Assigned task: Sort through the entries below and pull out lines containing the word "HALA".

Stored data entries
_ _ _ _ _ _ _
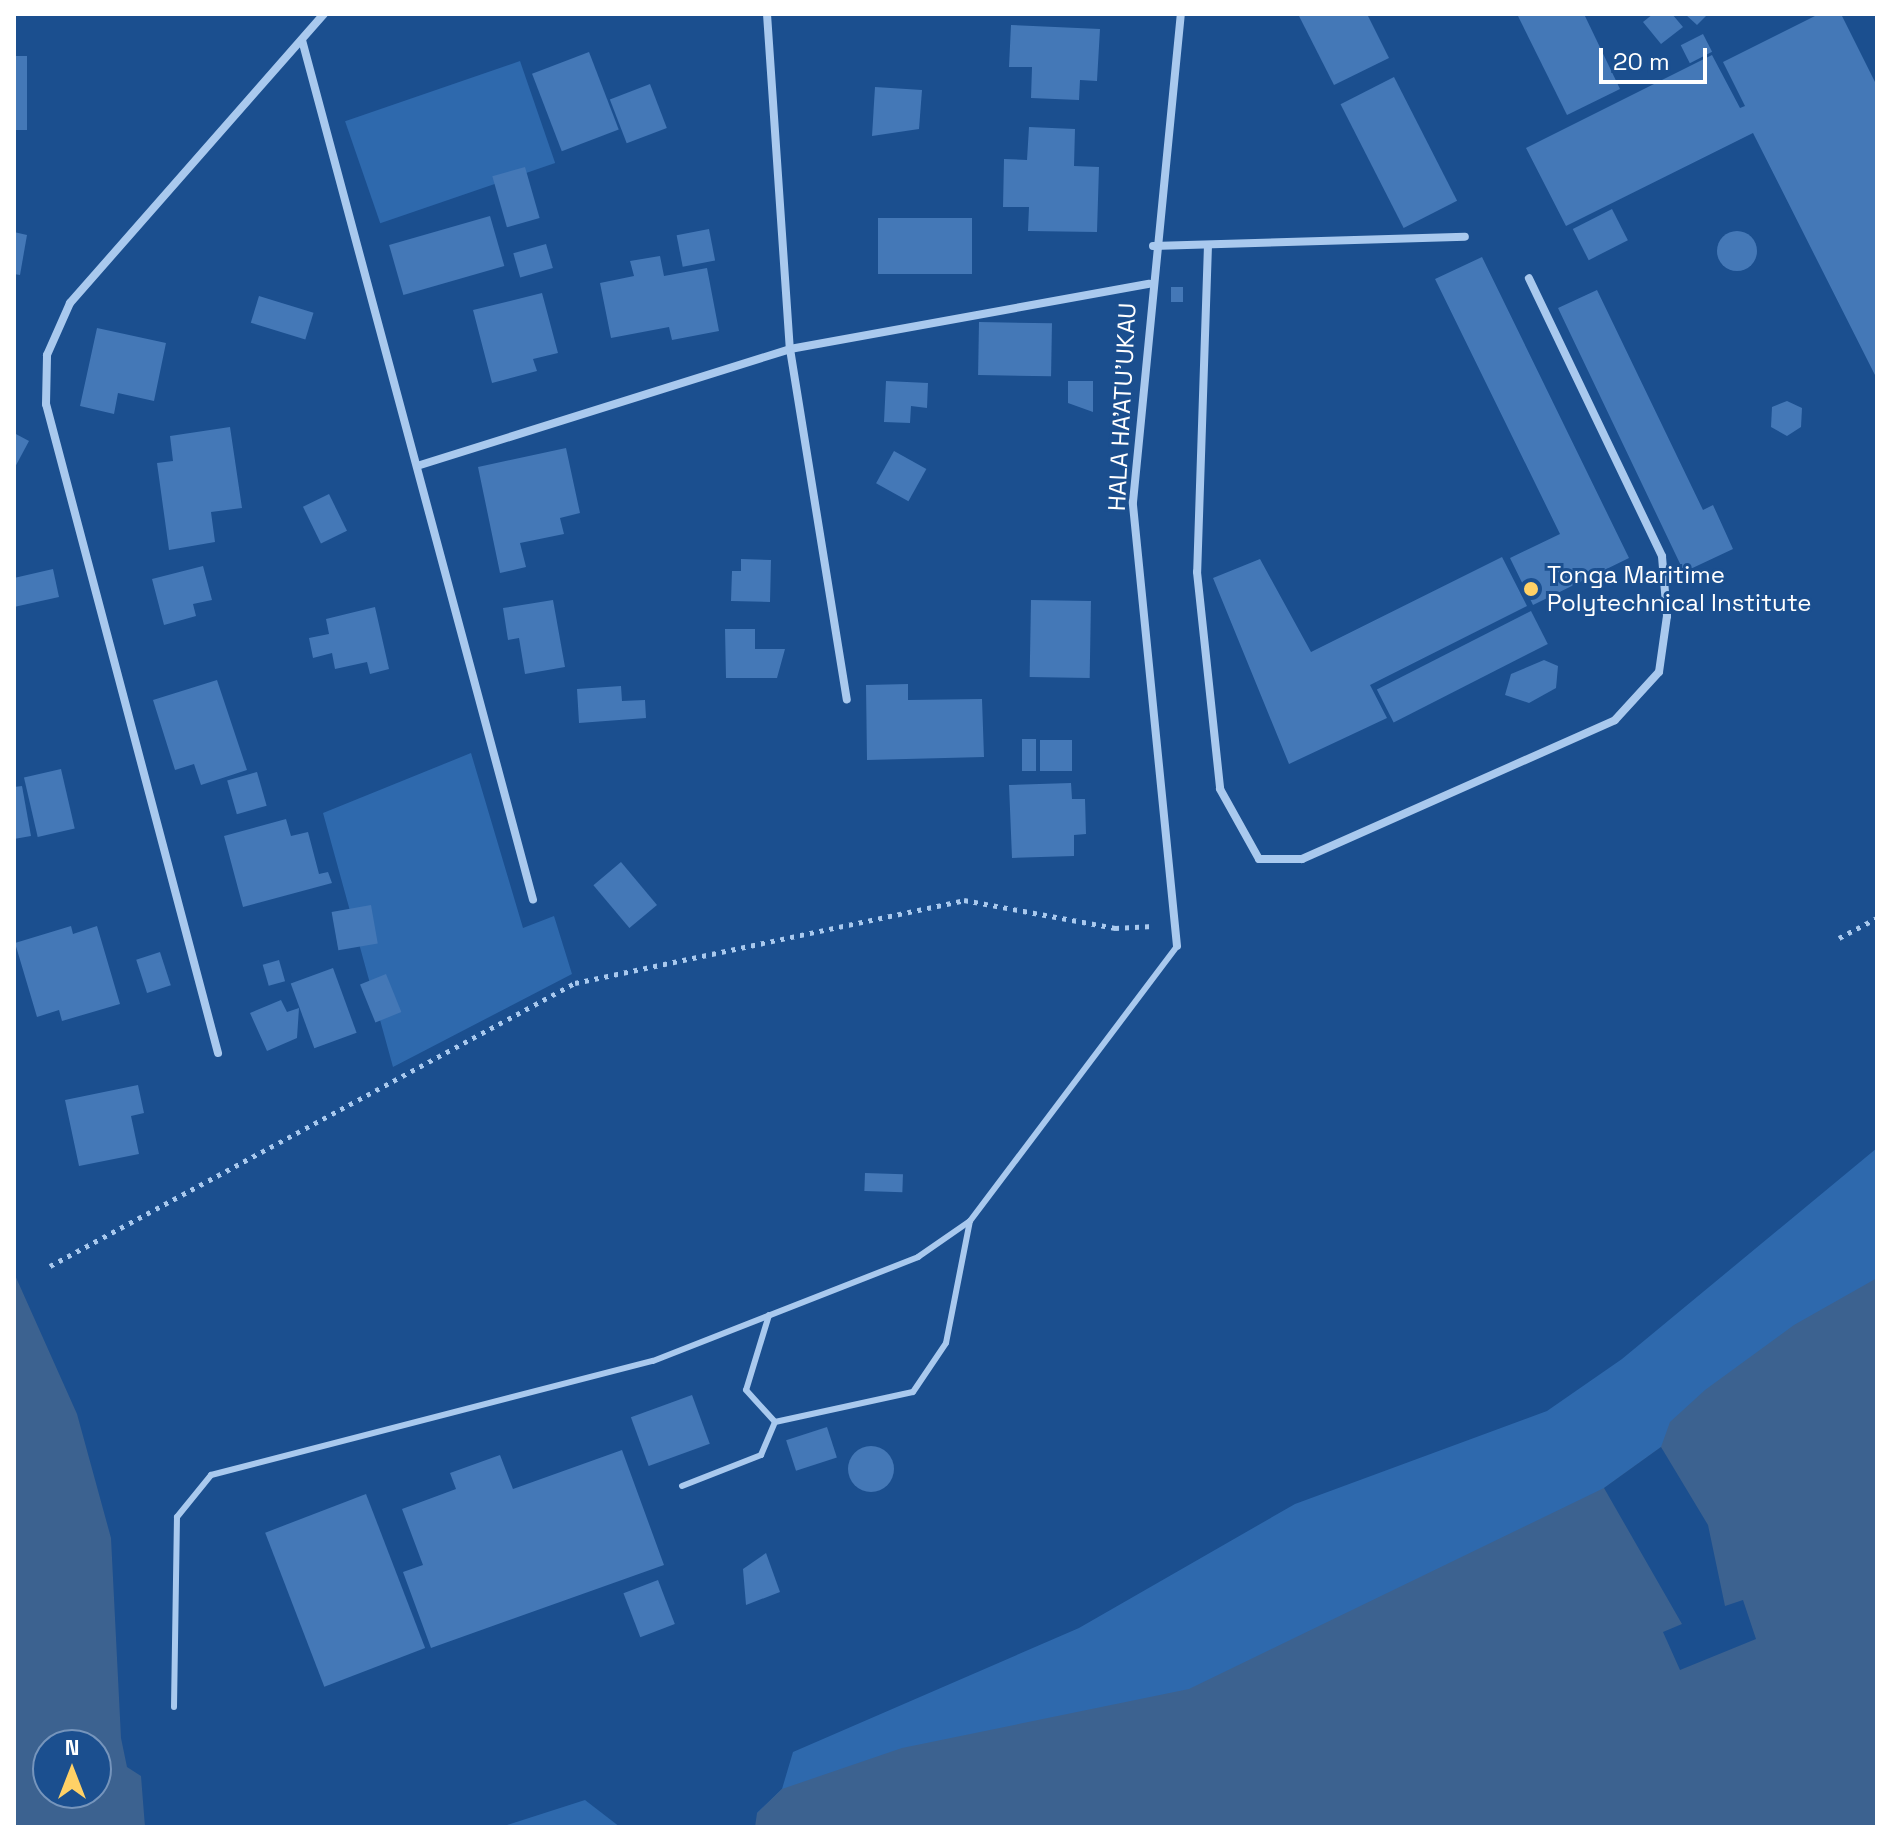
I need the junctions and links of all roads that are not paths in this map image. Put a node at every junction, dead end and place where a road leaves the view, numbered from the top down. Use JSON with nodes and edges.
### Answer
{"nodes":[{"id":1,"x":324,"y":14,"type":"edge"},
{"id":2,"x":767,"y":14,"type":"edge"},
{"id":3,"x":1181,"y":14,"type":"edge"},
{"id":4,"x":302,"y":40,"type":"junction"},
{"id":5,"x":1465,"y":237,"type":"dead end"},
{"id":6,"x":1208,"y":245,"type":"junction"},
{"id":7,"x":1153,"y":246,"type":"junction"},
{"id":8,"x":1529,"y":278,"type":"dead end"},
{"id":9,"x":1149,"y":284,"type":"junction"},
{"id":10,"x":790,"y":349,"type":"junction"},
{"id":11,"x":417,"y":466,"type":"junction"},
{"id":12,"x":847,"y":699,"type":"dead end"},
{"id":13,"x":533,"y":900,"type":"dead end"},
{"id":14,"x":1177,"y":946,"type":"joint"},
{"id":15,"x":218,"y":1053,"type":"dead end"},
{"id":16,"x":970,"y":1221,"type":"junction"},
{"id":17,"x":769,"y":1315,"type":"junction"},
{"id":18,"x":775,"y":1422,"type":"junction"},
{"id":19,"x":682,"y":1486,"type":"dead end"},
{"id":20,"x":174,"y":1707,"type":"dead end"}],
"edges":[{"from":1,"to":4,"type":"street"},
{"from":2,"to":10,"type":"street"},
{"from":3,"to":7,"type":"street","name":"HALA HA'ATU'UKAU"},
{"from":4,"to":11,"type":"street"},
{"from":4,"to":15,"type":"street"},
{"from":5,"to":6,"type":"street"},
{"from":6,"to":7,"type":"street"},
{"from":6,"to":8,"type":"street"},
{"from":7,"to":9,"type":"street","name":"HALA HA'ATU'UKAU"},
{"from":9,"to":10,"type":"street"},
{"from":9,"to":14,"type":"street","name":"HALA HA'ATU'UKAU"},
{"from":10,"to":11,"type":"street"},
{"from":10,"to":12,"type":"street"},
{"from":11,"to":13,"type":"street"},
{"from":14,"to":16,"type":"lane"},
{"from":16,"to":17,"type":"lane"},
{"from":16,"to":18,"type":"lane"},
{"from":17,"to":18,"type":"lane"},
{"from":17,"to":20,"type":"lane"},
{"from":18,"to":19,"type":"lane"}]}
_ _ _ _ _ _ _
Expected answer:
{"from":3,"to":7,"type":"street","name":"HALA HA'ATU'UKAU"},
{"from":7,"to":9,"type":"street","name":"HALA HA'ATU'UKAU"},
{"from":9,"to":14,"type":"street","name":"HALA HA'ATU'UKAU"},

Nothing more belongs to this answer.